Some differences between the two for me
  • Sore throat - this is more likely to happen with PEM for me.
  • Voice starts sounding gravelly - Hashimoto
  • Skin becomes very dry (even though bathing products and routines haven't changed) Hashimoto's.
  • Weakness - especially the sudden, unexpected kind - PEM
  • Loss of coordination and fine control - walking into things, knocking things over- PEM
  • Swollen ankles - I get this with Hshimoto's but not PEM. OI can cause it too.
  • Low mood - Hashimoto's.
  • P***ed off - PEM

I could probably bore you with a similar list for anaemia.

I also note that people I know who have ME & who have also experienced cancer & cancer treatment will tell you that PEM, or an ME relapse, is much worse. In fact one person who survived rectal cancer told me she was so scared of an ME relapse and the effect treatment would have on her ME she considered not having treatment. Once out the other side, she reckoned the hardest thing to cope with was how it affected her ME, not the treatment itself.

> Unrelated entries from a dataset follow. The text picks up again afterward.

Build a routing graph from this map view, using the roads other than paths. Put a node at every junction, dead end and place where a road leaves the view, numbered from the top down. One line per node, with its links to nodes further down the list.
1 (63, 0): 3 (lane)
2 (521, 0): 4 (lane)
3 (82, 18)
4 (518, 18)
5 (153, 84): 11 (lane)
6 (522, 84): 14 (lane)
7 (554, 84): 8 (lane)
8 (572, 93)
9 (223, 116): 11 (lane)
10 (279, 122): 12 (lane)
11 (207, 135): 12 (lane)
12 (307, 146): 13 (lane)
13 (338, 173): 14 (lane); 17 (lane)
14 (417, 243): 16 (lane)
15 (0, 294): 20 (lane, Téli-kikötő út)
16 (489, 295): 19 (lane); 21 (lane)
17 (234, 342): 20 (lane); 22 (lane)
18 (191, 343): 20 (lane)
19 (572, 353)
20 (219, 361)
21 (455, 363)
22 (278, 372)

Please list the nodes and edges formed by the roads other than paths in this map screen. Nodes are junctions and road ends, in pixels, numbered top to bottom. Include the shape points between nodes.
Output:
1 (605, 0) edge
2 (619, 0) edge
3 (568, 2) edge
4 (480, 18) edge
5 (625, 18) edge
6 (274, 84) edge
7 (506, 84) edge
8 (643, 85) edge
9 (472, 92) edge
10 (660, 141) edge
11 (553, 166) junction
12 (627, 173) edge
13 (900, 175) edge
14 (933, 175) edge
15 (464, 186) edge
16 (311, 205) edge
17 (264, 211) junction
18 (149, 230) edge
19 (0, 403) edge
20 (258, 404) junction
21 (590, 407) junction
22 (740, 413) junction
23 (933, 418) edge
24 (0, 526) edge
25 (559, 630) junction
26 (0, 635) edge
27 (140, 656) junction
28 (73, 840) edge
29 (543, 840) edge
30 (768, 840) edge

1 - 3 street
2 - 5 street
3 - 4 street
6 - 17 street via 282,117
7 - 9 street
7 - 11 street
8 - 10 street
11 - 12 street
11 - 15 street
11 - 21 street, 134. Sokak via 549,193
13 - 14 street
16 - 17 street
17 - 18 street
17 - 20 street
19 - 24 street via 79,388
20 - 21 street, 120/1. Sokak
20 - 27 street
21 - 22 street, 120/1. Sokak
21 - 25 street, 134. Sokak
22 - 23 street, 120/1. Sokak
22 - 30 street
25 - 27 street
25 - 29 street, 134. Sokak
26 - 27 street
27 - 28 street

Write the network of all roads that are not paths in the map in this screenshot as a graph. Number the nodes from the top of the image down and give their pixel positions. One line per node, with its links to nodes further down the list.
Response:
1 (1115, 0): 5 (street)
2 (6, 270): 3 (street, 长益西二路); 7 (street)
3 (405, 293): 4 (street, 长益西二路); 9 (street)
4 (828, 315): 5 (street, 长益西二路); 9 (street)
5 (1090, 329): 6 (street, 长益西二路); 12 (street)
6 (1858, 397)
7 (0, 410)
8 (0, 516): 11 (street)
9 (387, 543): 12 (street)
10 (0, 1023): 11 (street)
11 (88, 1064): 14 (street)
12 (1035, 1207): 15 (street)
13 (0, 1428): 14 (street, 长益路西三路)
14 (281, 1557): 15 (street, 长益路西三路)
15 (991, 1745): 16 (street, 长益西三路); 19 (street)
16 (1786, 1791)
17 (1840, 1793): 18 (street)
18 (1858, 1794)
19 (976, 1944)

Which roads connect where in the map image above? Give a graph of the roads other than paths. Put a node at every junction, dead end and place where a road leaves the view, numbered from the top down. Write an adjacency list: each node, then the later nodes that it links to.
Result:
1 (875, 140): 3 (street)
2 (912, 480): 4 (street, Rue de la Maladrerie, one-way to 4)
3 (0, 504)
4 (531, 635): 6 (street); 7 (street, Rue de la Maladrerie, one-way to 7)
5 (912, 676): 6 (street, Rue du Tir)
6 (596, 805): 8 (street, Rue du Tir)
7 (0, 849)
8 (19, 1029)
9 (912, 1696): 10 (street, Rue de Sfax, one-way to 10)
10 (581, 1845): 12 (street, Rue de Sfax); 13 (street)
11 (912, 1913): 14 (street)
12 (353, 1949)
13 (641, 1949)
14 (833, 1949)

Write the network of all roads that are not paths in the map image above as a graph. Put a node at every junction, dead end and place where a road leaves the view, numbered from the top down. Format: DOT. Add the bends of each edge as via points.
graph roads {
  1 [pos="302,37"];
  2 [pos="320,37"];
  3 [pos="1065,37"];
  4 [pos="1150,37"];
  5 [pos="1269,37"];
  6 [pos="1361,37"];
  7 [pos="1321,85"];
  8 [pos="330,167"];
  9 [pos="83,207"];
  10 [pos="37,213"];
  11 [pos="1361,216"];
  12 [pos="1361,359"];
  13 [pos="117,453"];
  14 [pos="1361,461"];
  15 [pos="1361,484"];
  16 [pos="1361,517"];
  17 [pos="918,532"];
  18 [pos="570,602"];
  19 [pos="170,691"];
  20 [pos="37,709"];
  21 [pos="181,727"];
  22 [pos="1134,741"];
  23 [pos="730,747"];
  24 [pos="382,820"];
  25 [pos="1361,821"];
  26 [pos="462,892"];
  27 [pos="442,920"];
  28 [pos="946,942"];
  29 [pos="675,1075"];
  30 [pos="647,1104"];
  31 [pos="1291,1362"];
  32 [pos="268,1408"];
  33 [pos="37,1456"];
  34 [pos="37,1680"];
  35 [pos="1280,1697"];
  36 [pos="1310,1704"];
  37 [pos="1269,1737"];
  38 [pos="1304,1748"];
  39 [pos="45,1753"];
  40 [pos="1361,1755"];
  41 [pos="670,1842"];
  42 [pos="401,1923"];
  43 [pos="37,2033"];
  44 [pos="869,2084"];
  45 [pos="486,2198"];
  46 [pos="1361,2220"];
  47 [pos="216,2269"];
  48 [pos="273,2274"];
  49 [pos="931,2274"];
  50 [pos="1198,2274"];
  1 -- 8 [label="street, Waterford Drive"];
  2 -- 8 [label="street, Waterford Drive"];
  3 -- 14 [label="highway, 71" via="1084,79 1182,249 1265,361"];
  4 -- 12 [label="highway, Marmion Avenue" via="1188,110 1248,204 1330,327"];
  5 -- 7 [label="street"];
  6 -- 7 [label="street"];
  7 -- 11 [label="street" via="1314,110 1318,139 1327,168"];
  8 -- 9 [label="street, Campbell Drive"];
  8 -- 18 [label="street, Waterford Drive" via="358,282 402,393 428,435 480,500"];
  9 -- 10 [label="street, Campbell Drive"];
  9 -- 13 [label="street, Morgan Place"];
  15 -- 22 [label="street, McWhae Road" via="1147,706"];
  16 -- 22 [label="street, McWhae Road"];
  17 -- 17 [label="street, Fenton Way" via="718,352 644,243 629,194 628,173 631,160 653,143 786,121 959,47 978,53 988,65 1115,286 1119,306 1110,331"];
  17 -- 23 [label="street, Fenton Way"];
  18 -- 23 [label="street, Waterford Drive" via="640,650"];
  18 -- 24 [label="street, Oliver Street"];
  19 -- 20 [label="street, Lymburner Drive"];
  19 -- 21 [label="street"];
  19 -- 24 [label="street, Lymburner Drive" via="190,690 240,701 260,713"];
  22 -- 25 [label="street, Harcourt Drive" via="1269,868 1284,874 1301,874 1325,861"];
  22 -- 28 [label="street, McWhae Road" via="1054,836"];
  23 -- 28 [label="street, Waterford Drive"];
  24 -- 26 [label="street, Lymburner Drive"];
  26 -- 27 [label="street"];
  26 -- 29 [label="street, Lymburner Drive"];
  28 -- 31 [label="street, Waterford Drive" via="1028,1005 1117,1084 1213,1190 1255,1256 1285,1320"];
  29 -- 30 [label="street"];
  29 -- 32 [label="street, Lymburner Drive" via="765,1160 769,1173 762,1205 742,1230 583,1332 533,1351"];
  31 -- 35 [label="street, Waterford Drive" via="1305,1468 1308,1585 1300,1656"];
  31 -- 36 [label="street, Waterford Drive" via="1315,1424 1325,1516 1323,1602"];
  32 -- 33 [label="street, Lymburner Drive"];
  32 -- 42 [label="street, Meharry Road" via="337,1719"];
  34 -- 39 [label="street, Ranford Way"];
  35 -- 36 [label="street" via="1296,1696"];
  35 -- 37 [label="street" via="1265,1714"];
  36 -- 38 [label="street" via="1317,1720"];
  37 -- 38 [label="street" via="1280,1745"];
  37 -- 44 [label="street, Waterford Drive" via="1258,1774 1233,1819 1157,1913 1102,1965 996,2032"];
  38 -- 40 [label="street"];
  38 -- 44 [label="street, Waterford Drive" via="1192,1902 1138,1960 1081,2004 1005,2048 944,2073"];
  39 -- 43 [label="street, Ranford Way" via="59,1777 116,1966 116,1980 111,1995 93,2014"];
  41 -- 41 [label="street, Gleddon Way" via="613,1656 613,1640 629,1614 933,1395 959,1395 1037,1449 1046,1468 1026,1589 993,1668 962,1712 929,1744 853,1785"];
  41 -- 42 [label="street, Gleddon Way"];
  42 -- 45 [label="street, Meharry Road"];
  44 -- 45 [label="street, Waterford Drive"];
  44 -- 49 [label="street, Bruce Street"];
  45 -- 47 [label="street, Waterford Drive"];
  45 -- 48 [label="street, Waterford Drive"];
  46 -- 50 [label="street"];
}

There can be quite a big difference between similar and the same.
 
Post-exertional malaise
 Dead, heavy feeling after starting to exercise
 Next-day soreness after non-strenuous activities
 Mentally tired after slightest effort
 Minimum exercise makes you tired
 Physically drained / sick after mild activity

Might as well have just said "tired and a bit sore" and been done. Awful. This is a huge step back.
 
I appreciate that itemising PEM is difficult, but they've made an awful attempt with that list, in my opinion, and subsequently it's no surprise that they think that SEID is as bad as Fukuda - I think they are wrong, and setting the bar so low seems very strange to me.

The thing is that Jason claims to have had CFS post EBV in 1990. This describes HIS experience. This is not the PEM that I experience, not even close.